Some useful resources about Airflow:

ETL best practices with Airflow

Series of articles about Airflow in production:

  • Part 1 - about usecases and alternatives
  • Part 2 - about alternatives (Luigi and Paitball)
  • Part 3 - key concepts
  • Part 4 - deployment, issues

More notes about production

About start_time: Why isn’t my task getting scheduled?

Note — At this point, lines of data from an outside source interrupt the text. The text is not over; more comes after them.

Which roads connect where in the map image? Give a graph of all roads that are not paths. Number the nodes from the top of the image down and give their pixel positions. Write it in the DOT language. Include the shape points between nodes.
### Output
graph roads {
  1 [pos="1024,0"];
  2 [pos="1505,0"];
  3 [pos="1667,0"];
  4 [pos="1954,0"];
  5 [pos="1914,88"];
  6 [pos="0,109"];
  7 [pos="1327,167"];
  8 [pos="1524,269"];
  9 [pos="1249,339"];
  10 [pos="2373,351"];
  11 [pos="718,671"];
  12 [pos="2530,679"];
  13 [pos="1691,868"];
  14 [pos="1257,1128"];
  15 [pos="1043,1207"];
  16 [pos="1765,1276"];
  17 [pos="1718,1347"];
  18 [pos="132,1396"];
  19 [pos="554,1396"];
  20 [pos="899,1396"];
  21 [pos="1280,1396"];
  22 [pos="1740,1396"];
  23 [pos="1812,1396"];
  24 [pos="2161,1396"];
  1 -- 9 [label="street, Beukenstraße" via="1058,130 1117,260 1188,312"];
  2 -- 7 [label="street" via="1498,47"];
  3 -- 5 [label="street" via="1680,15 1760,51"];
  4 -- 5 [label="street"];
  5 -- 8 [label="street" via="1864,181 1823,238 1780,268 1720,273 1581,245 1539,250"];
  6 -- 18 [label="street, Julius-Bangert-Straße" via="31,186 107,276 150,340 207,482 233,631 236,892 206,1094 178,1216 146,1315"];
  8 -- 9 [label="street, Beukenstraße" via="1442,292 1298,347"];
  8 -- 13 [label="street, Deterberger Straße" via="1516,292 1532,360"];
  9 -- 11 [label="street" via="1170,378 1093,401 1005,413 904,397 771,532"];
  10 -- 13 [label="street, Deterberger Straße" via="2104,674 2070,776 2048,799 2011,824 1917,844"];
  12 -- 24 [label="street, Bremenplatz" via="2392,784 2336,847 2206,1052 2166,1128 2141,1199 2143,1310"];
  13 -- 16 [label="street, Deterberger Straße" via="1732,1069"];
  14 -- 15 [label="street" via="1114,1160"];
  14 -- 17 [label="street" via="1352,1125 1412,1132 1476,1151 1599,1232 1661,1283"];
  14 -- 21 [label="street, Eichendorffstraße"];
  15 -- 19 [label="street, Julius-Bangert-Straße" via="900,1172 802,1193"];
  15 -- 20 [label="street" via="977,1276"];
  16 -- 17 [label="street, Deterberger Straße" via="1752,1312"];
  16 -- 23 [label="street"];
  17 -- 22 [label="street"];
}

One cannot specify datetime.now() as start_date. Instead one has to provide datetime object without timezone. Probably UTC time is required. You can do something like this:

1
2
3
4
5
from datetime import datetime, timedelta
import pytz

start_date_local = datetime(2018,1,1, 10,11, tzinfo=pytz.timezone('Europe/Minsk'))   # your time, date and time zone go here 
start_date_for_airflow = start_date_local.astimezone(pytz.utc).replace(tzinfo=None)  # we convert to UTC and remove timezone

Running with LocalExecutor and Postgres from docker

We will run postgres in docker:

docker run -it -p 5432:5432 --name postgres -e POSTGRES_PASSWORD=postgres -e POSTGRES_USER=postgres -d postgres

Now we can specify in airflow.cfg:

sql_alchemy_conn = postgresql://postgres:postgres@localhost:5432/postgres

and

executor = LocalExecutor

Then run

airflow initdb
airflow scheduler

How to specify AWS region for EmrCreateJobFlowOperator

There is no parameter in EmrCreateJobFlowOperator to specify
AWS region where the cluster has to be deployed.

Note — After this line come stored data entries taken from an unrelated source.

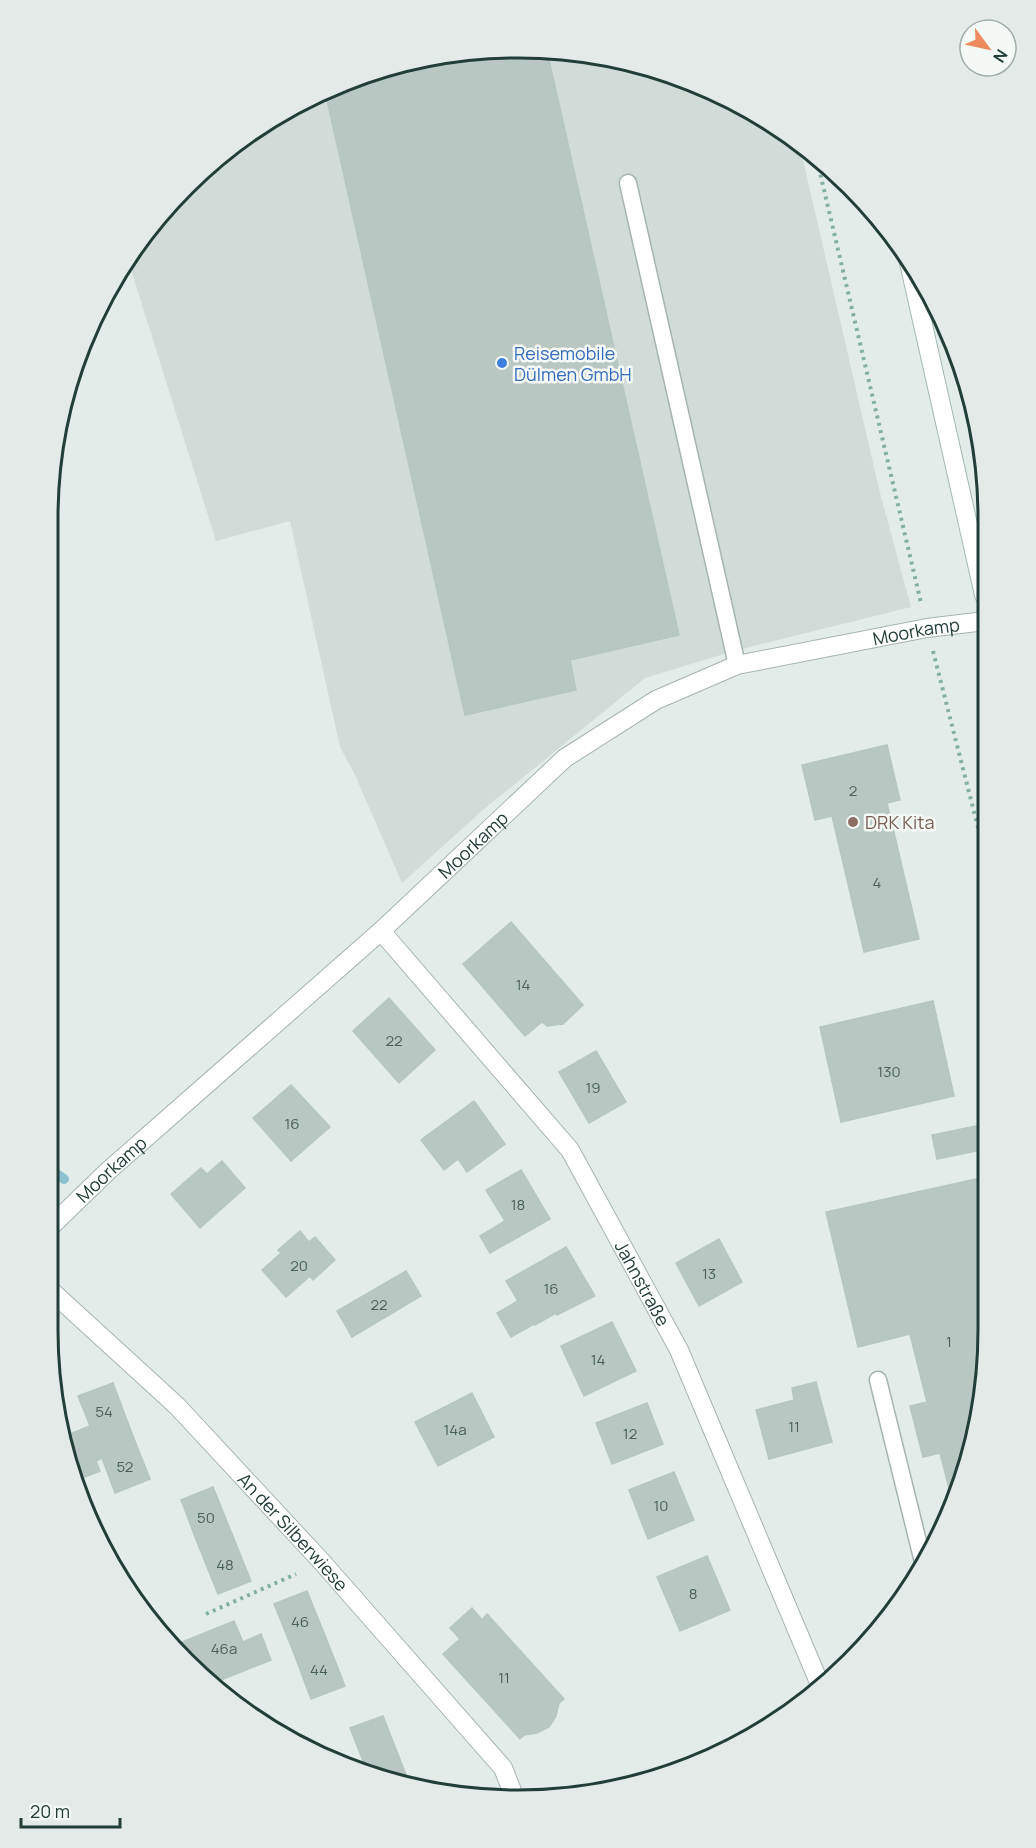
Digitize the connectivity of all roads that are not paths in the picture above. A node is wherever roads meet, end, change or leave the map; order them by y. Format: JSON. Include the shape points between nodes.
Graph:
{"nodes":[{"id":1,"x":628,"y":183,"type":"dead end"},
{"id":2,"x":914,"y":284,"type":"edge"},
{"id":3,"x":978,"y":569,"type":"edge"},
{"id":4,"x":978,"y":622,"type":"edge"},
{"id":5,"x":737,"y":665,"type":"junction"},
{"id":6,"x":381,"y":931,"type":"junction"},
{"id":7,"x":58,"y":1219,"type":"edge"},
{"id":8,"x":58,"y":1297,"type":"edge"},
{"id":9,"x":878,"y":1380,"type":"dead end"},
{"id":10,"x":920,"y":1551,"type":"edge"},
{"id":11,"x":817,"y":1678,"type":"edge"},
{"id":12,"x":512,"y":1790,"type":"edge"}],
"edges":[{"from":1,"to":5,"type":"lane"},
{"from":2,"to":3,"type":"street"},
{"from":4,"to":5,"type":"street","name":"Moorkamp"},
{"from":5,"to":6,"type":"street","name":"Moorkamp","via":[[656,700],[565,758]]},
{"from":6,"to":7,"type":"street","name":"Moorkamp"},
{"from":6,"to":11,"type":"street","name":"Jahnstraße","via":[[570,1150],[679,1350]]},
{"from":8,"to":12,"type":"street","name":"An der Silberwiese","via":[[177,1406],[322,1562],[503,1768]]},
{"from":9,"to":10,"type":"lane"}]}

Internally EmrCreateJobFlowOperator uses EmrHook where get_client_type('emr') is called. get_client_type has a default paramater region_name=None. That means there is no way to set this parameter in code.

One has to configure it using airflow configurations. Here we create connection aws_my with AWS region eu-west-1:

airflow connections -a --conn_id 'aws_my' --conn_uri 'aws:' --conn_extra '{"region_name": "eu-west-1"}'

Now we can use new connection for EmrCreateJobFlowOperator to create Spark cluster on EMR.

cluster_creator = EmrCreateJobFlowOperator(
    task_id='create_job_flow',
    job_flow_overrides={}, # your cluster configurations go here
    aws_conn_id='aws_my', # <---- this is important
    emr_conn_id='emr_default',
    dag=your_dag
) 

Done